BACKGROUND: Tumor-infiltrating lymphocytes have been reported as prognostic markers in tumors. We aimed to assess the prognostic value of total T cell (CD3+) density, cytotoxic T cell (CD8+) density and memory T cell (CD45RO+) density in patients with nasopharyngeal carcinoma (NPC). METHODS: The expression of CD3, CD8 and CD45RO was detected by immunohistochemistry in the training (n=221) and validation cohorts (n=115). The densities of these three markers were quantified by digital pathology both in the tumor and stroma. Then, we developed the immune score based on the density of these three markers and further analyzed its prognostic value. RESULTS: The high density of CD3+, CD8+ and CD45RO+ T cells both in the tumor and/or stroma were significantly associated with the decrease in mortality in the training cohort, respectively. High immune score predicted a prolonged overall survival (OS) (HR 0.34, 95% CI 0.18 to 0.64, p=0.001, disease-free survival (DFS) (HR 0.44, 95% CI 0.25 to 0.78, p=0.005) and distant metastasis-free survival (DMFS) (HR 0.43, 95% CI 0.21 to 0.87, p=0.018) in NPC patients. The findings were confirmed in the validation cohort. Multivariate analysis revealed that immune score remained an independent prognostic indicator for OS, DFS and DMFS. In addition, we established a nomogram with the integration of all independent variables to predict individual risk of death. CONCLUSIONS: We established an immune score model, which provides a reliable estimate of the risk of death, disease progress and distant metastasis in NPC patients.

Development and validation of an immune checkpoint-based signature to predict prognosis in nasopharyngeal carcinoma using computational pathology analysis.

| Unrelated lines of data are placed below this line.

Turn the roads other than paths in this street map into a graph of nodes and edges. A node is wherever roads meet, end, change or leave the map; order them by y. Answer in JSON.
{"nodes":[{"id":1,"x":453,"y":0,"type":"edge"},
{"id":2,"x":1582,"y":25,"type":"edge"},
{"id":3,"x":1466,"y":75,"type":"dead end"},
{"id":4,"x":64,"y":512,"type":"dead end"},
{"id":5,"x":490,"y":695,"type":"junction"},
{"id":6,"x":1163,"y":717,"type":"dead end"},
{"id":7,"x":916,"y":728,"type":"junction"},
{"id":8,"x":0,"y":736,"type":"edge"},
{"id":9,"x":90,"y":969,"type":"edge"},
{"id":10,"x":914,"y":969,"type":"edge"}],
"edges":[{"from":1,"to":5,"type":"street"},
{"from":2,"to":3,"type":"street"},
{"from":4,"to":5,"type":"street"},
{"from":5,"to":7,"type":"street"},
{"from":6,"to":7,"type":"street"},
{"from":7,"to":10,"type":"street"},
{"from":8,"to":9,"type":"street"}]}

BACKGROUND: Immunotherapy, especially immune checkpoint inhibition, has provided powerful tools against cancer. We aimed to detect the expression of common immune checkpoints and evaluate their prognostic values in nasopharyngeal carcinoma (NPC). METHODS: The expression of 9 immune checkpoints consistent with 13 features was detected in the training cohort (n = 208) by immunohistochemistry and quantified by computational pathology. Then, the LASSO cox regression model was used to construct an immune checkpoint-based signature (ICS), which was validated in a validation cohort containing 125 patients. RESULTS: High positive expression of PD-L1 and B7-H4 was observed in tumour cells (TCs), whereas PD-L1, B7-H3, B7-H4, IDO-1, VISTA, ICOS and OX40 were highly expressed in tumour-associated immune cells (TAICs). Eight of the 13 immune features were associated with patient overall survival, and an ICS classifier consisting of 5 features (B7-H3TAIC, IDO-1TAIC, VISTATAIC, ICOSTAIC, and LAG3TAIC) was established. Patients with high-risk scores in the training cohort had shorter overall (P < 0.001), disease-free (P = 0.002), and distant metastasis-free survival (P = 0.004), which were confirmed in the validation cohort. Multivariate analysis revealed that the ICS classifier was an independent prognostic factor. A combination of the ICS classifier and TNM stage had better prognostic value than the TNM stage alone. In addition, the ICS classifier was significantly associated with survivals in patients with high EBV-DNA load. CONCLUSIONS: We determined the expression status of nine immune checkpoints consistent with 13 features in NPC and further constructed an ICS prognostic model, which might add prognostic value to the TNM staging system.